··· TASK DATA

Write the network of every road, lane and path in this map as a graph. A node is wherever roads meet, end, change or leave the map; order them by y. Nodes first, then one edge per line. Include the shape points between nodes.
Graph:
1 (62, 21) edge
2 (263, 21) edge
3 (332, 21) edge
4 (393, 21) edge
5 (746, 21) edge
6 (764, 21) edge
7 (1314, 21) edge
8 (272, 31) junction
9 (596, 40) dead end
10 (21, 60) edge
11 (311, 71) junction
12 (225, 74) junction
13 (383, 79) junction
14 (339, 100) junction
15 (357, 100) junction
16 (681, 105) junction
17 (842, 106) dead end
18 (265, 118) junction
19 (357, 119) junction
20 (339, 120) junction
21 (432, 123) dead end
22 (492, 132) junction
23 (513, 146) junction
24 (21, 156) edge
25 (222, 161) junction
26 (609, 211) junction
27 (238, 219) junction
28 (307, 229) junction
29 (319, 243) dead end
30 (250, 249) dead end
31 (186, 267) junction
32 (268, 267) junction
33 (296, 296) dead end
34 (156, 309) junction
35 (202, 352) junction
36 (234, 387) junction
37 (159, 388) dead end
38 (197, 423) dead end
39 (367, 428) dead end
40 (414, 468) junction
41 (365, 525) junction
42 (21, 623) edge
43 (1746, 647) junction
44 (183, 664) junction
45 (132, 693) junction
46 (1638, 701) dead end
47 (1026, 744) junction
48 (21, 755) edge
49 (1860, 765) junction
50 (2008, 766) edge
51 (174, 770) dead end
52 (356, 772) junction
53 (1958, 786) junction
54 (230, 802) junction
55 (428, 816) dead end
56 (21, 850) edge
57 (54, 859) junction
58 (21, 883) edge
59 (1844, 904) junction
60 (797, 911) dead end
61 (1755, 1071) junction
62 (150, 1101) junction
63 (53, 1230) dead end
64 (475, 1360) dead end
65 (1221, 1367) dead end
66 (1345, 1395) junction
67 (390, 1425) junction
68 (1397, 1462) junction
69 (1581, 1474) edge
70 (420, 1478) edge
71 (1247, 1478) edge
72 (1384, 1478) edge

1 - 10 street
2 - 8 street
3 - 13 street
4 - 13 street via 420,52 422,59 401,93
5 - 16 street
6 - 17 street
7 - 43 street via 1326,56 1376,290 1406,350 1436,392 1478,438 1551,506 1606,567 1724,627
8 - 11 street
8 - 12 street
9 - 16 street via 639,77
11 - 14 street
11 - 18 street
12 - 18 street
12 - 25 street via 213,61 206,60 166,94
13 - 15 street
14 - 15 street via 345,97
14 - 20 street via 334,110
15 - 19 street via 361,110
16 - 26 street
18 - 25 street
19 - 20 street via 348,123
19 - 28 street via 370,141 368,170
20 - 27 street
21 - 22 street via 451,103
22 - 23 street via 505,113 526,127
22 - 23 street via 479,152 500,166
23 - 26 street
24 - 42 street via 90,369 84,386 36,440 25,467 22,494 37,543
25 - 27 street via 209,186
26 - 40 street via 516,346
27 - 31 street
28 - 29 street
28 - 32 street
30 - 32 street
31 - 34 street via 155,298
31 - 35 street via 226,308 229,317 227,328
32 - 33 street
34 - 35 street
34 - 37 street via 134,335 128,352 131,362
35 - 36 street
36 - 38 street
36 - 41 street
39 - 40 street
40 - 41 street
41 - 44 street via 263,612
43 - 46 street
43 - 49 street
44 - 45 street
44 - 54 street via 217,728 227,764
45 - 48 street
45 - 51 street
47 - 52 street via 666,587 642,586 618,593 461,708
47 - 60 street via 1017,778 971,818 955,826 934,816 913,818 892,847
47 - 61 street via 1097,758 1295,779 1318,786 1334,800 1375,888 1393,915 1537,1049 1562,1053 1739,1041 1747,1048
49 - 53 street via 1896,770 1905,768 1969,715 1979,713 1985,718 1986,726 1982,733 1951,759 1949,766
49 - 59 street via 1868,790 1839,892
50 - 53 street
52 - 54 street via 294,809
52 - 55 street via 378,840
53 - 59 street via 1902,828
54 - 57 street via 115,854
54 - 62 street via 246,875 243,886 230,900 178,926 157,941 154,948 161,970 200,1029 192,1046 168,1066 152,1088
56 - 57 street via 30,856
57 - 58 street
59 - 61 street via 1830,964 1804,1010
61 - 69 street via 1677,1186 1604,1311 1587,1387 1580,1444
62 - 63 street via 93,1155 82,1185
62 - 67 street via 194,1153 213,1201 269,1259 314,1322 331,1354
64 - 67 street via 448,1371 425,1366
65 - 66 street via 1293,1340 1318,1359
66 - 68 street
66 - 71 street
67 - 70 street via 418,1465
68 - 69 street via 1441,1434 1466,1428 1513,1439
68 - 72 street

······

### PROBLEM DESCRIPTION
Transcribe all the material, keeping each word as it is.

### WORKED SOLUTION
Write the network of every road, lane and path in this map as a graph. A node is wherever roads meet, end, change or leave the map; order them by y. Nodes first, then one edge per line. Include the shape points between nodes.
Graph:
1 (62, 21) edge
2 (263, 21) edge
3 (332, 21) edge
4 (393, 21) edge
5 (746, 21) edge
6 (764, 21) edge
7 (1314, 21) edge
8 (272, 31) junction
9 (596, 40) dead end
10 (21, 60) edge
11 (311, 71) junction
12 (225, 74) junction
13 (383, 79) junction
14 (339, 100) junction
15 (357, 100) junction
16 (681, 105) junction
17 (842, 106) dead end
18 (265, 118) junction
19 (357, 119) junction
20 (339, 120) junction
21 (432, 123) dead end
22 (492, 132) junction
23 (513, 146) junction
24 (21, 156) edge
25 (222, 161) junction
26 (609, 211) junction
27 (238, 219) junction
28 (307, 229) junction
29 (319, 243) dead end
30 (250, 249) dead end
31 (186, 267) junction
32 (268, 267) junction
33 (296, 296) dead end
34 (156, 309) junction
35 (202, 352) junction
36 (234, 387) junction
37 (159, 388) dead end
38 (197, 423) dead end
39 (367, 428) dead end
40 (414, 468) junction
41 (365, 525) junction
42 (21, 623) edge
43 (1746, 647) junction
44 (183, 664) junction
45 (132, 693) junction
46 (1638, 701) dead end
47 (1026, 744) junction
48 (21, 755) edge
49 (1860, 765) junction
50 (2008, 766) edge
51 (174, 770) dead end
52 (356, 772) junction
53 (1958, 786) junction
54 (230, 802) junction
55 (428, 816) dead end
56 (21, 850) edge
57 (54, 859) junction
58 (21, 883) edge
59 (1844, 904) junction
60 (797, 911) dead end
61 (1755, 1071) junction
62 (150, 1101) junction
63 (53, 1230) dead end
64 (475, 1360) dead end
65 (1221, 1367) dead end
66 (1345, 1395) junction
67 (390, 1425) junction
68 (1397, 1462) junction
69 (1581, 1474) edge
70 (420, 1478) edge
71 (1247, 1478) edge
72 (1384, 1478) edge

1 - 10 street
2 - 8 street
3 - 13 street
4 - 13 street via 420,52 422,59 401,93
5 - 16 street
6 - 17 street
7 - 43 street via 1326,56 1376,290 1406,350 1436,392 1478,438 1551,506 1606,567 1724,627
8 - 11 street
8 - 12 street
9 - 16 street via 639,77
11 - 14 street
11 - 18 street
12 - 18 street
12 - 25 street via 213,61 206,60 166,94
13 - 15 street
14 - 15 street via 345,97
14 - 20 street via 334,110
15 - 19 street via 361,110
16 - 26 street
18 - 25 street
19 - 20 street via 348,123
19 - 28 street via 370,141 368,170
20 - 27 street
21 - 22 street via 451,103
22 - 23 street via 505,113 526,127
22 - 23 street via 479,152 500,166
23 - 26 street
24 - 42 street via 90,369 84,386 36,440 25,467 22,494 37,543
25 - 27 street via 209,186
26 - 40 street via 516,346
27 - 31 street
28 - 29 street
28 - 32 street
30 - 32 street
31 - 34 street via 155,298
31 - 35 street via 226,308 229,317 227,328
32 - 33 street
34 - 35 street
34 - 37 street via 134,335 128,352 131,362
35 - 36 street
36 - 38 street
36 - 41 street
39 - 40 street
40 - 41 street
41 - 44 street via 263,612
43 - 46 street
43 - 49 street
44 - 45 street
44 - 54 street via 217,728 227,764
45 - 48 street
45 - 51 street
47 - 52 street via 666,587 642,586 618,593 461,708
47 - 60 street via 1017,778 971,818 955,826 934,816 913,818 892,847
47 - 61 street via 1097,758 1295,779 1318,786 1334,800 1375,888 1393,915 1537,1049 1562,1053 1739,1041 1747,1048
49 - 53 street via 1896,770 1905,768 1969,715 1979,713 1985,718 1986,726 1982,733 1951,759 1949,766
49 - 59 street via 1868,790 1839,892
50 - 53 street
52 - 54 street via 294,809
52 - 55 street via 378,840
53 - 59 street via 1902,828
54 - 57 street via 115,854
54 - 62 street via 246,875 243,886 230,900 178,926 157,941 154,948 161,970 200,1029 192,1046 168,1066 152,1088
56 - 57 street via 30,856
57 - 58 street
59 - 61 street via 1830,964 1804,1010
61 - 69 street via 1677,1186 1604,1311 1587,1387 1580,1444
62 - 63 street via 93,1155 82,1185
62 - 67 street via 194,1153 213,1201 269,1259 314,1322 331,1354
64 - 67 street via 448,1371 425,1366
65 - 66 street via 1293,1340 1318,1359
66 - 68 street
66 - 71 street
67 - 70 street via 418,1465
68 - 69 street via 1441,1434 1466,1428 1513,1439
68 - 72 street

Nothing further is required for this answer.